▶ GOAL OF THE EXERCISE: Would you print every entry below exactly as written, omitting the images?

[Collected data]
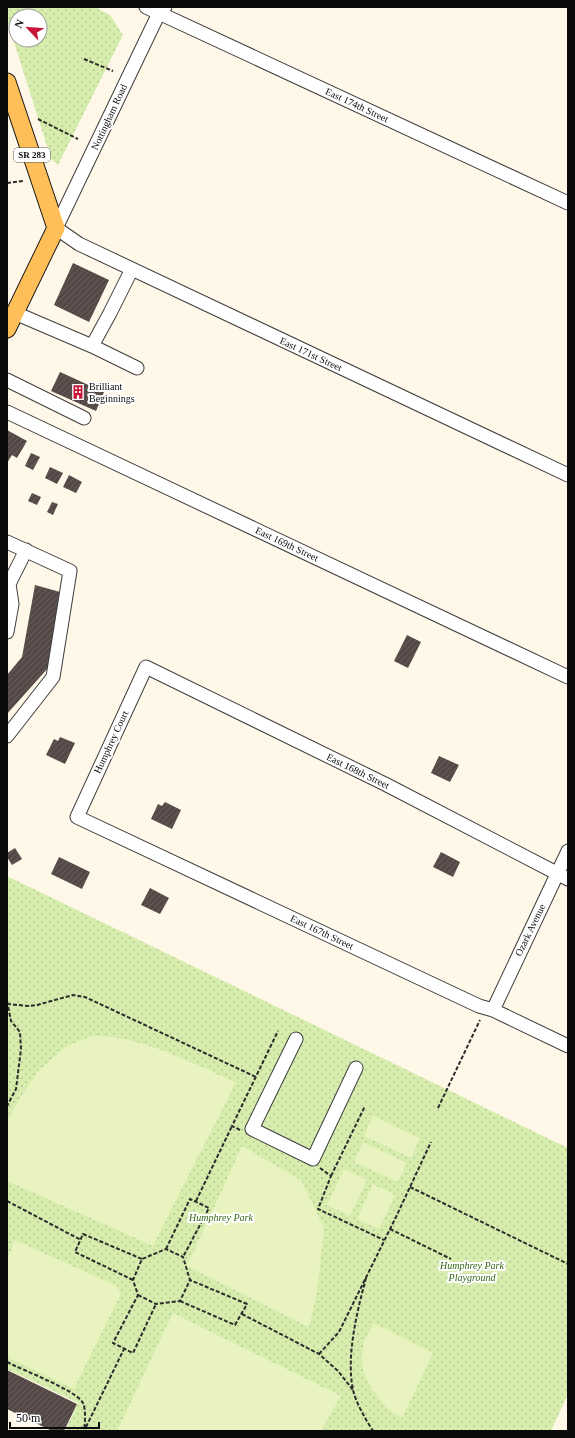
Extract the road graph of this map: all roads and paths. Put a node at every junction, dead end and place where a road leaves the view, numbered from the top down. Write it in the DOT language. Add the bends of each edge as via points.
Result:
graph roads {
  1 [pos="146,7"];
  2 [pos="162,10"];
  3 [pos="84,59"];
  4 [pos="113,72"];
  5 [pos="7,82"];
  6 [pos="38,119"];
  7 [pos="78,139"];
  8 [pos="24,181"];
  9 [pos="7,183"];
  10 [pos="568,203"];
  11 [pos="56,228"];
  12 [pos="132,269"];
  13 [pos="15,313"];
  14 [pos="7,329"];
  15 [pos="92,346"];
  16 [pos="137,368"];
  17 [pos="7,380"];
  18 [pos="7,412"];
  19 [pos="84,418"];
  20 [pos="568,475"];
  21 [pos="7,542"];
  22 [pos="26,550"];
  23 [pos="8,586"];
  24 [pos="7,632"];
  25 [pos="146,668"];
  26 [pos="568,677"];
  27 [pos="7,736"];
  28 [pos="77,817"];
  29 [pos="568,851"];
  30 [pos="563,877"];
  31 [pos="7,1001"];
  32 [pos="8,1004"];
  33 [pos="493,1010"];
  34 [pos="480,1020"];
  35 [pos="296,1039"];
  36 [pos="568,1046"];
  37 [pos="356,1068"];
  38 [pos="256,1077"];
  39 [pos="7,1106"];
  40 [pos="365,1106"];
  41 [pos="438,1108"];
  42 [pos="232,1126"];
  43 [pos="431,1142"];
  44 [pos="331,1176"];
  45 [pos="410,1187"];
  46 [pos="7,1201"];
  47 [pos="196,1202"];
  48 [pos="390,1229"];
  49 [pos="81,1240"];
  50 [pos="166,1249"];
  51 [pos="183,1257"];
  52 [pos="142,1259"];
  53 [pos="451,1259"];
  54 [pos="568,1264"];
  55 [pos="367,1273"];
  56 [pos="133,1280"];
  57 [pos="190,1280"];
  58 [pos="138,1295"];
  59 [pos="180,1301"];
  60 [pos="156,1304"];
  61 [pos="242,1314"];
  62 [pos="124,1348"];
  63 [pos="319,1354"];
  64 [pos="7,1362"];
  65 [pos="353,1390"];
  66 [pos="84,1430"];
  67 [pos="374,1431"];
  1 -- 2 [label="street, East 174th Street"];
  2 -- 10 [label="street, East 174th Street"];
  2 -- 11 [label="street, Nottingham Road"];
  3 -- 4 [label="path"];
  5 -- 11 [label="main road, SR 283"];
  6 -- 7 [label="path"];
  8 -- 9 [label="path"];
  11 -- 12 [label="street, East 171st Street" via="79,244"];
  11 -- 13 [label="main road"];
  12 -- 15 [label="street"];
  12 -- 20 [label="street, East 171st Street"];
  13 -- 14 [label="main road"];
  13 -- 15 [label="street"];
  15 -- 16 [label="street"];
  17 -- 19 [label="street"];
  18 -- 26 [label="street, East 169th Street"];
  21 -- 22 [label="street"];
  22 -- 23 [label="street"];
  22 -- 27 [label="street" via="70,571 54,677"];
  23 -- 24 [label="street" via="12,604"];
  25 -- 28 [label="street, Humphrey Court"];
  25 -- 30 [label="street, East 168th Street" via="385,784"];
  28 -- 33 [label="street, East 167th Street" via="472,1003"];
  29 -- 30 [label="street, Ozark Avenue"];
  30 -- 33 [label="street, Ozark Avenue"];
  31 -- 32 [label="path"];
  32 -- 38 [label="path" via="37,1006 73,995 85,997"];
  32 -- 39 [label="path" via="11,1021 20,1032 21,1049 16,1089"];
  33 -- 36 [label="street, East 167th Street"];
  34 -- 41 [label="path"];
  35 -- 37 [label="street" via="252,1129 313,1159"];
  40 -- 44 [label="path"];
  42 -- 47 [label="path"];
  43 -- 45 [label="path"];
  45 -- 48 [label="path"];
  45 -- 54 [label="path"];
  46 -- 49 [label="path"];
  47 -- 50 [label="path" via="190,1199"];
  47 -- 51 [label="path" via="209,1208"];
  48 -- 53 [label="path"];
  48 -- 55 [label="path"];
  49 -- 52 [label="path" via="83,1234"];
  49 -- 56 [label="path" via="75,1252"];
  50 -- 51 [label="path"];
  50 -- 52 [label="path"];
  51 -- 57 [label="path"];
  52 -- 56 [label="path"];
  55 -- 63 [label="path" via="339,1332"];
  55 -- 65 [label="path" via="354,1329 351,1361"];
  56 -- 58 [label="path"];
  57 -- 59 [label="path"];
  57 -- 61 [label="path" via="247,1304"];
  58 -- 60 [label="path"];
  58 -- 62 [label="path" via="113,1343"];
  59 -- 60 [label="path"];
  59 -- 61 [label="path" via="235,1325"];
  60 -- 62 [label="path" via="133,1353"];
  61 -- 63 [label="path"];
  62 -- 66 [label="path"];
  63 -- 65 [label="path" via="338,1370"];
  64 -- 66 [label="path" via="72,1392 83,1403"];
  65 -- 67 [label="path"];
}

▶ EXPECTED ANSWER:
Extract the road graph of this map: all roads and paths. Put a node at every junction, dead end and place where a road leaves the view, numbered from the top down. Write it in the DOT language. Add the bends of each edge as via points.
Result:
graph roads {
  1 [pos="146,7"];
  2 [pos="162,10"];
  3 [pos="84,59"];
  4 [pos="113,72"];
  5 [pos="7,82"];
  6 [pos="38,119"];
  7 [pos="78,139"];
  8 [pos="24,181"];
  9 [pos="7,183"];
  10 [pos="568,203"];
  11 [pos="56,228"];
  12 [pos="132,269"];
  13 [pos="15,313"];
  14 [pos="7,329"];
  15 [pos="92,346"];
  16 [pos="137,368"];
  17 [pos="7,380"];
  18 [pos="7,412"];
  19 [pos="84,418"];
  20 [pos="568,475"];
  21 [pos="7,542"];
  22 [pos="26,550"];
  23 [pos="8,586"];
  24 [pos="7,632"];
  25 [pos="146,668"];
  26 [pos="568,677"];
  27 [pos="7,736"];
  28 [pos="77,817"];
  29 [pos="568,851"];
  30 [pos="563,877"];
  31 [pos="7,1001"];
  32 [pos="8,1004"];
  33 [pos="493,1010"];
  34 [pos="480,1020"];
  35 [pos="296,1039"];
  36 [pos="568,1046"];
  37 [pos="356,1068"];
  38 [pos="256,1077"];
  39 [pos="7,1106"];
  40 [pos="365,1106"];
  41 [pos="438,1108"];
  42 [pos="232,1126"];
  43 [pos="431,1142"];
  44 [pos="331,1176"];
  45 [pos="410,1187"];
  46 [pos="7,1201"];
  47 [pos="196,1202"];
  48 [pos="390,1229"];
  49 [pos="81,1240"];
  50 [pos="166,1249"];
  51 [pos="183,1257"];
  52 [pos="142,1259"];
  53 [pos="451,1259"];
  54 [pos="568,1264"];
  55 [pos="367,1273"];
  56 [pos="133,1280"];
  57 [pos="190,1280"];
  58 [pos="138,1295"];
  59 [pos="180,1301"];
  60 [pos="156,1304"];
  61 [pos="242,1314"];
  62 [pos="124,1348"];
  63 [pos="319,1354"];
  64 [pos="7,1362"];
  65 [pos="353,1390"];
  66 [pos="84,1430"];
  67 [pos="374,1431"];
  1 -- 2 [label="street, East 174th Street"];
  2 -- 10 [label="street, East 174th Street"];
  2 -- 11 [label="street, Nottingham Road"];
  3 -- 4 [label="path"];
  5 -- 11 [label="main road, SR 283"];
  6 -- 7 [label="path"];
  8 -- 9 [label="path"];
  11 -- 12 [label="street, East 171st Street" via="79,244"];
  11 -- 13 [label="main road"];
  12 -- 15 [label="street"];
  12 -- 20 [label="street, East 171st Street"];
  13 -- 14 [label="main road"];
  13 -- 15 [label="street"];
  15 -- 16 [label="street"];
  17 -- 19 [label="street"];
  18 -- 26 [label="street, East 169th Street"];
  21 -- 22 [label="street"];
  22 -- 23 [label="street"];
  22 -- 27 [label="street" via="70,571 54,677"];
  23 -- 24 [label="street" via="12,604"];
  25 -- 28 [label="street, Humphrey Court"];
  25 -- 30 [label="street, East 168th Street" via="385,784"];
  28 -- 33 [label="street, East 167th Street" via="472,1003"];
  29 -- 30 [label="street, Ozark Avenue"];
  30 -- 33 [label="street, Ozark Avenue"];
  31 -- 32 [label="path"];
  32 -- 38 [label="path" via="37,1006 73,995 85,997"];
  32 -- 39 [label="path" via="11,1021 20,1032 21,1049 16,1089"];
  33 -- 36 [label="street, East 167th Street"];
  34 -- 41 [label="path"];
  35 -- 37 [label="street" via="252,1129 313,1159"];
  40 -- 44 [label="path"];
  42 -- 47 [label="path"];
  43 -- 45 [label="path"];
  45 -- 48 [label="path"];
  45 -- 54 [label="path"];
  46 -- 49 [label="path"];
  47 -- 50 [label="path" via="190,1199"];
  47 -- 51 [label="path" via="209,1208"];
  48 -- 53 [label="path"];
  48 -- 55 [label="path"];
  49 -- 52 [label="path" via="83,1234"];
  49 -- 56 [label="path" via="75,1252"];
  50 -- 51 [label="path"];
  50 -- 52 [label="path"];
  51 -- 57 [label="path"];
  52 -- 56 [label="path"];
  55 -- 63 [label="path" via="339,1332"];
  55 -- 65 [label="path" via="354,1329 351,1361"];
  56 -- 58 [label="path"];
  57 -- 59 [label="path"];
  57 -- 61 [label="path" via="247,1304"];
  58 -- 60 [label="path"];
  58 -- 62 [label="path" via="113,1343"];
  59 -- 60 [label="path"];
  59 -- 61 [label="path" via="235,1325"];
  60 -- 62 [label="path" via="133,1353"];
  61 -- 63 [label="path"];
  62 -- 66 [label="path"];
  63 -- 65 [label="path" via="338,1370"];
  64 -- 66 [label="path" via="72,1392 83,1403"];
  65 -- 67 [label="path"];
}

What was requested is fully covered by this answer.